◆ **ABOUT THIS EXERCISE**: Exclude all images and print the entries below exactly.

◆ **INPUT DATA**:
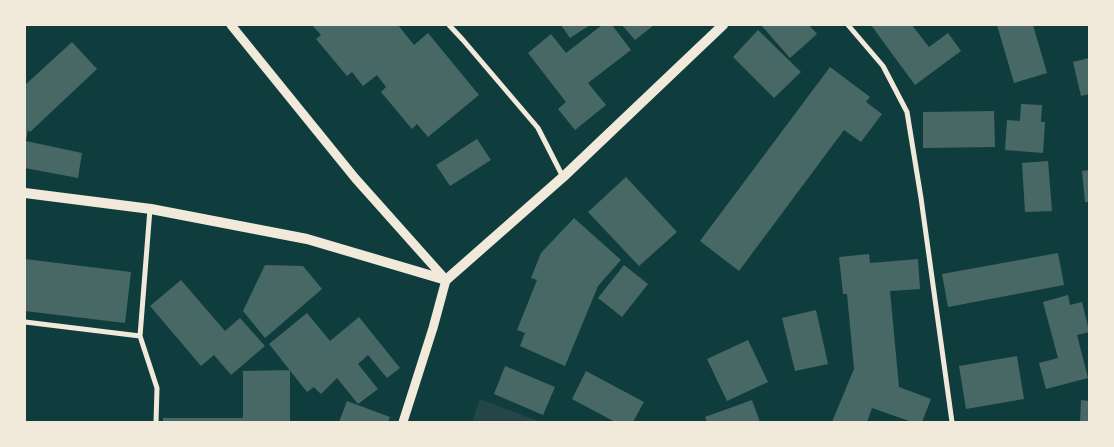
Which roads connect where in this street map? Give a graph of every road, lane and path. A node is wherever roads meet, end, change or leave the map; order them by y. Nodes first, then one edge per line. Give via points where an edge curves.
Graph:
1 (230, 25) edge
2 (449, 25) edge
3 (723, 25) edge
4 (848, 25) edge
5 (563, 177) junction
6 (25, 193) edge
7 (150, 209) junction
8 (446, 280) junction
9 (25, 322) edge
10 (140, 336) junction
11 (156, 422) edge
12 (403, 422) edge
13 (952, 422) edge

1 - 8 street via 355,178
2 - 5 street via 538,128
3 - 5 main road
4 - 13 street via 883,66 907,112
5 - 8 main road
6 - 7 main road
7 - 8 main road via 307,238
7 - 10 street
8 - 12 street
9 - 10 street
10 - 11 street via 157,388

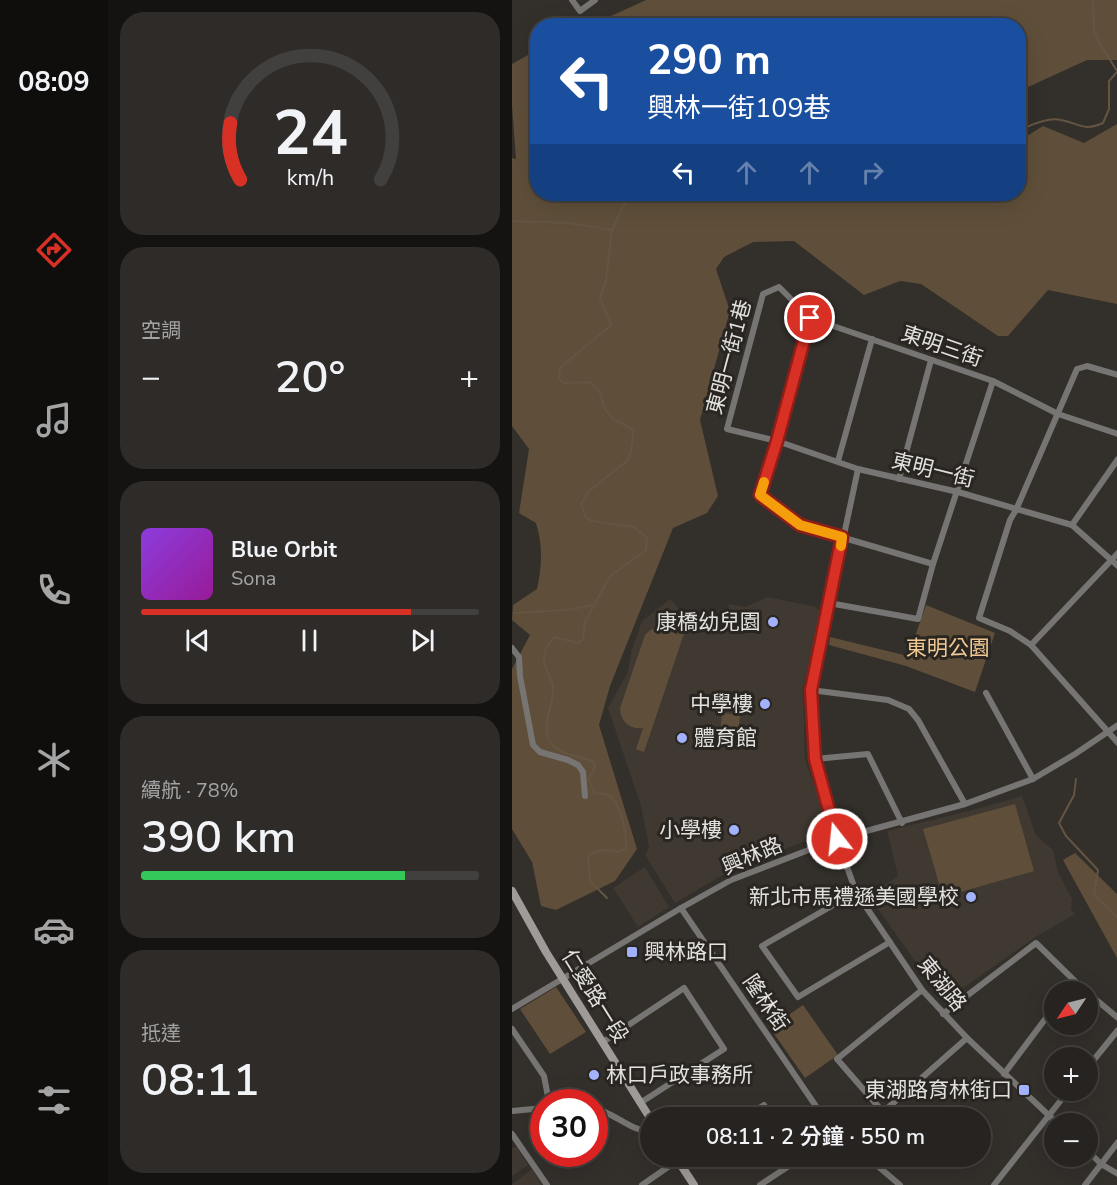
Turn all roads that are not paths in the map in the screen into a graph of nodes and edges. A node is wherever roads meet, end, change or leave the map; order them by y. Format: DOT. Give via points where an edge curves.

◆ **REPLY**:
Which roads connect where in this street map? Give a graph of every road, lane and path. A node is wherever roads meet, end, change or leave the map; order them by y. Nodes first, then one edge per line. Give via points where an edge curves.
Graph:
1 (230, 25) edge
2 (449, 25) edge
3 (723, 25) edge
4 (848, 25) edge
5 (563, 177) junction
6 (25, 193) edge
7 (150, 209) junction
8 (446, 280) junction
9 (25, 322) edge
10 (140, 336) junction
11 (156, 422) edge
12 (403, 422) edge
13 (952, 422) edge

1 - 8 street via 355,178
2 - 5 street via 538,128
3 - 5 main road
4 - 13 street via 883,66 907,112
5 - 8 main road
6 - 7 main road
7 - 8 main road via 307,238
7 - 10 street
8 - 12 street
9 - 10 street
10 - 11 street via 157,388

Turn all roads that are not paths in the map in the screen into a graph of nodes and edges. A node is wherever roads meet, end, change or leave the map; order them by y. Format: DOT. Give via points where an edge curves.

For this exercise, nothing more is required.